By Mark F. Gray, AFRO Staff Writer,

In an attempt to alleviate traffic congestion on the Capital Beltway, Maryland Governor Larry Hogan is endorsing a plan that may affect homeowners in Prince George’s County.  Most experts believe the most feasible way to reduce delays is to expand the current roadways that surround the nation’s capital, but dozens of homeowners could be forced to move.

According to a report that was released by the Maryland State Highway Administration, expanding I-495 and I-270 to four lanes could reduce delays in the area by more than 30 percent. However, there are still environmental and other concerns that must be addressed which cross multi-jurisdictional boundaries.

The Federal Highway Administration (FHA), the Maryland Department of Transportation (MDOT) and the State Highway Administration (SHA) are working to eradicate congestion on Interstates 495 and 270. (Courtesy Photo)

The Federal Highway Administration (FHA), the Maryland Department of Transportation (MDOT) and the State Highway Administration (SHA) began it’s I-495 & I-270 Managed Lanes Study in March 2018.  The study was designed to collect traffic data regarding locations where the heaviest volumes of traffic enter and exit the highways.

Traffic congestion in the National Capital Region is rated amongst the worst in the nation. The report concludes that on I-495 and I-270, heavy traffic lasts between seven and 10 hours every day. That gridlock also affects local roads as drivers look for alternate routes to avoid the congestion.

Potentially, 1,500 properties along the Beltway and I-270 would be “directly affected” by the expansion efforts.  Those properties could also include 34 homes and four businesses along the Capital Beltway that would be demolished altogether.

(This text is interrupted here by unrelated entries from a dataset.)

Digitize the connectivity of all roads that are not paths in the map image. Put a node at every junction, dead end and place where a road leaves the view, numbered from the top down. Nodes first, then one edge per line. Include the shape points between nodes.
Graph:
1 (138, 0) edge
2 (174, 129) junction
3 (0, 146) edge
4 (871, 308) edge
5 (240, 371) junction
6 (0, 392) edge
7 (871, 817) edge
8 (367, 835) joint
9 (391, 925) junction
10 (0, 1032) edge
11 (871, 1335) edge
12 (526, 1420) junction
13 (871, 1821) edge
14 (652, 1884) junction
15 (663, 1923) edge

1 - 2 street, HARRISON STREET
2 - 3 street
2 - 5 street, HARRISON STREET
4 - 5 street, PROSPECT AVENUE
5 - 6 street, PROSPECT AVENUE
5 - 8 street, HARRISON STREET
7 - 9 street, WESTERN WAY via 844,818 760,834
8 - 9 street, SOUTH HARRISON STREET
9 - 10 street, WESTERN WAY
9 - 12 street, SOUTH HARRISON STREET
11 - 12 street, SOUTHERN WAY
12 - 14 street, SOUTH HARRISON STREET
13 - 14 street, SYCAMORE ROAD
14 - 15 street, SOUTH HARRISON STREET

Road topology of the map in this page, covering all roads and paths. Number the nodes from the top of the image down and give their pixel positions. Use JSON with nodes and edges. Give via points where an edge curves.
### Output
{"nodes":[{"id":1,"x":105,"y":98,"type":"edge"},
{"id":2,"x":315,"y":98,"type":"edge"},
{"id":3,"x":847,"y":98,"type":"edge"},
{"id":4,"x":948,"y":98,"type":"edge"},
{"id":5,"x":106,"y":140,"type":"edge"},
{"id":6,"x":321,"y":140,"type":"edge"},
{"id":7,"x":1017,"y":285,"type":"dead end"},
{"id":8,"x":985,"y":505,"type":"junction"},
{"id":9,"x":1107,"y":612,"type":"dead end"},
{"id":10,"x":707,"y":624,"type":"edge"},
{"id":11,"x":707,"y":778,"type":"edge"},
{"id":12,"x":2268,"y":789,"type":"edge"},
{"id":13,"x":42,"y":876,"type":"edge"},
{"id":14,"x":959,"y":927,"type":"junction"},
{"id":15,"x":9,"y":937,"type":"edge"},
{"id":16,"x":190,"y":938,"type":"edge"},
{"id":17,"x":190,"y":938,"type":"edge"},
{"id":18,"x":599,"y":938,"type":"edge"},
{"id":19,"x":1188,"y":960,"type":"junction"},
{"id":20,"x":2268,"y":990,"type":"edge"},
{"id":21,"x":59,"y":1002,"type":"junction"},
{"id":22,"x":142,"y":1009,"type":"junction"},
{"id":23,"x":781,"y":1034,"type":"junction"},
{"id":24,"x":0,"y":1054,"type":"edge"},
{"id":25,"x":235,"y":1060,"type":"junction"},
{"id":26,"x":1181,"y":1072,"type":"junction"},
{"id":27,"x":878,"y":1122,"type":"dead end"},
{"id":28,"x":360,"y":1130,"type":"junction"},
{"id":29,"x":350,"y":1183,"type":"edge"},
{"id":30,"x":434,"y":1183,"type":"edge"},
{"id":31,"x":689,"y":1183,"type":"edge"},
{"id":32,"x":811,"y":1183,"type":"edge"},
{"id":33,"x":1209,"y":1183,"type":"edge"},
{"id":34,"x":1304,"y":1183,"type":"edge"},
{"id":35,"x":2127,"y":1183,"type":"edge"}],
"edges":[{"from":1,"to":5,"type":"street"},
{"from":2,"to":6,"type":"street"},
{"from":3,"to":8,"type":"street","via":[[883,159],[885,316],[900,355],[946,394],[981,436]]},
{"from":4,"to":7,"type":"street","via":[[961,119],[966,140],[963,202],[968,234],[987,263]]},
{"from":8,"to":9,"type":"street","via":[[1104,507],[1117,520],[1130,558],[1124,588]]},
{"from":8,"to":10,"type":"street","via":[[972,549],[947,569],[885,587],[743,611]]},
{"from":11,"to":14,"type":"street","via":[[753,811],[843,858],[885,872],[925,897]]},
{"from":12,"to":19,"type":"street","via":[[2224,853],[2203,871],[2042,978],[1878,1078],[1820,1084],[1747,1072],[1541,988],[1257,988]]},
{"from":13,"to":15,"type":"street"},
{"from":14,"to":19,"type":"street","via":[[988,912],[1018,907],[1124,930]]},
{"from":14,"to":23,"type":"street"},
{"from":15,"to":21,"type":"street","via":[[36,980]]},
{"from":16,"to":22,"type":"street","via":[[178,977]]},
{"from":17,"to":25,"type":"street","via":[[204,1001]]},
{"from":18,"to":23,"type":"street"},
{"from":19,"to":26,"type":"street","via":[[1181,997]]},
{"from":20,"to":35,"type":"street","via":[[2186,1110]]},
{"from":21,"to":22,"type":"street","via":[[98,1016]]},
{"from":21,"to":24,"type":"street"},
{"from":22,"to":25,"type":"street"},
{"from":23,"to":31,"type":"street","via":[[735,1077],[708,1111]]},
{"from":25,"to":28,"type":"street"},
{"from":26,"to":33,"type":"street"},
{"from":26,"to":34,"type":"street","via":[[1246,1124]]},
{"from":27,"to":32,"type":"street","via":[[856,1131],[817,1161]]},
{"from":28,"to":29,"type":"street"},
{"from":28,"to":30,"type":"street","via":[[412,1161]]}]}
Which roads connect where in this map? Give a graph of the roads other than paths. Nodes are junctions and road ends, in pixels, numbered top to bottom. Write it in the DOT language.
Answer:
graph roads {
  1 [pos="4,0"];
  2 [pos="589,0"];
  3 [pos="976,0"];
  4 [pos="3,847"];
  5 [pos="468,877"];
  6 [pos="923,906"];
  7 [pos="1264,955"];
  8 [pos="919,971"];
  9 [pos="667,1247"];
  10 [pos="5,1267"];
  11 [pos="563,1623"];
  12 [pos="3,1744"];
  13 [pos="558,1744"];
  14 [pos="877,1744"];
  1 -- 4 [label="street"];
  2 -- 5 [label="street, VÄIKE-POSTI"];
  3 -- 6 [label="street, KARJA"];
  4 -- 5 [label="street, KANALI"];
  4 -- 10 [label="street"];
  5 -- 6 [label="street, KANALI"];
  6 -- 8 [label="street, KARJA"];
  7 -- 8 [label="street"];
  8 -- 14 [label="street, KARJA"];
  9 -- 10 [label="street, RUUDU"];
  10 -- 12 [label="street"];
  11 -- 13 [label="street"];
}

“I can simply say on behalf of the County Council, there are a lot of serious questions,” Prince George’s County Council Chair Todd Turner said to WTOP-FM in response to the report.  “There was a lot of information about how ‘we’re not going to take homes, we’re not going to take land or try not to … obviously with the report we received today, you have to question that a little bit.”

With regional population expected to grow by nearly 1.2 million people by 2040, the travel time for using routes including I-495 and I-270 are expected to increase and place further stress on the already heavily burdened highway system. Recent transportation studies have shown that both transit and highway improvements are necessity if Maryland is going to meet its future travel needs.

While the MLS report recognizes that expansion of the highway system is necessary for Prince George’s and Montgomery Counties, extra lanes will only lessen the burden of traffic on the beltway.  Public transportation such as Metro’s purple line, which is currently under construction, and public buses will be allowed to use the managed lanes to connect passengers to existing and planned transit facilities.  They include: Greenbelt, New Carrollton, Branch Avenue, Silver Spring and Shady Grove Metro stations.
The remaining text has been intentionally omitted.